I did a little digging when troubleshooting, it seemed to be related to https://github.com/crowdsecurity/crowdsec/blob/master/docker/docker_start.sh#L276 so I disabled the config pvc. That let me get a little further in the startup but it still eventually failed with the same chown error.
My next approach was to do a clean install with v1.4.6 and then upgrade to v1.5.2. This allowed me to get past the chown errors, but when I tried to perform any cscli command, even cscli --help, the lapi pod would crash.
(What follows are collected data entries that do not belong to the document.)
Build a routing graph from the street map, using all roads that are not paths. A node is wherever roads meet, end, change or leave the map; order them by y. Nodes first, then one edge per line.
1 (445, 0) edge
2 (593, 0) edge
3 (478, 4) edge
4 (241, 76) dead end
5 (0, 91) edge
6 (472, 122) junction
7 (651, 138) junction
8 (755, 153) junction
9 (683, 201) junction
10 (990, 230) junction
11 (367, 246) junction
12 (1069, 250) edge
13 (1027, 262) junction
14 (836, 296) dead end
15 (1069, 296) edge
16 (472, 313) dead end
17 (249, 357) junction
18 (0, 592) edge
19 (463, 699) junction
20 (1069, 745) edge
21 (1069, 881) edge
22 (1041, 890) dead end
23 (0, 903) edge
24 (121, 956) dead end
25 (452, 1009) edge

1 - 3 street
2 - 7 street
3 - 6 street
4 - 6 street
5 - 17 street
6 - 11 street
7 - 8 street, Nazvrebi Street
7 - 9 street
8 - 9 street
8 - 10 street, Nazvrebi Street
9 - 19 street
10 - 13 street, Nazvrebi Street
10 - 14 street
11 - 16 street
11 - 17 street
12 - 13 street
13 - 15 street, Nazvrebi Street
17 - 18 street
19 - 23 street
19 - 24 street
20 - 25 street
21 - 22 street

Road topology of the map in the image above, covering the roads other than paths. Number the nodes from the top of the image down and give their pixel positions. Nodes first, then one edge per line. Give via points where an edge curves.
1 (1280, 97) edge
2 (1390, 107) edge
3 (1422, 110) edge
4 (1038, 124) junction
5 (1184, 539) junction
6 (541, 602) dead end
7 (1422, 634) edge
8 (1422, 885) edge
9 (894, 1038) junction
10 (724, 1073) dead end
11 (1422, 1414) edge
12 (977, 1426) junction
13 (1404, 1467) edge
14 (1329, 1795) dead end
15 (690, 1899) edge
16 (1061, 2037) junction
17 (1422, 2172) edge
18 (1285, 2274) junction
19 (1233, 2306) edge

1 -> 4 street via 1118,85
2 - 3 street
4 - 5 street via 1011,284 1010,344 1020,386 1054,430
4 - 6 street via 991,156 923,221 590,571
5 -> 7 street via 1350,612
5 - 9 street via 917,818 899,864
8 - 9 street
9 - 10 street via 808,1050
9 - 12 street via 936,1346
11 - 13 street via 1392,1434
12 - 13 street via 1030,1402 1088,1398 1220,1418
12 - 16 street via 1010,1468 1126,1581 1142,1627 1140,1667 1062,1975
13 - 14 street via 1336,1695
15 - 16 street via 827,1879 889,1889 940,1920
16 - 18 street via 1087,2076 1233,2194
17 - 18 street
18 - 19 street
I do not have any cscli issues on v1.4.6.
I did indeed observe the same issues after uninstalling crowdsec and forcing image v1.5.2
so I did a little investigation and I noticed k8s was OOM killing the agents. So I upped the default resource of 100Mi memory limit and i'm no longer getting crashing lapi or agent pods when using the cscli command.
Configuration used:
---
apiVersion: helm.toolkit.fluxcd.io/v2beta1
kind: HelmRelease
metadata:
name: crowdsec
spec:
interval: 30m
chart:
spec:
chart: crowdsec
version: 0.9.6
sourceRef:
kind: HelmRepository
name: crowdsec
namespace: flux-system
interval: 30m
values:
container_runtime: containerd
image:
tag: "v1.5.2"
agent:
acquisition:
- namespace: network
podName: ingress-nginx-controller-*
program: nginx
env:
- name: COLLECTIONS
value: "crowdsecurity/nginx"
- name: PARSERS
value: "crowdsecurity/cri-logs"
resources:
limits:
memory: 512Mi
requests:
cpu: 150m
memory: 256Mi
renaming issue due to release of 1.5.3
A clean install of the chart will not work with 1.5.2. Will produce errors trying to chown the sqlite db which does not exist yet.
Upgrading from 1.4.X will allow the app to start, but any cscli command crashes the lapi pod.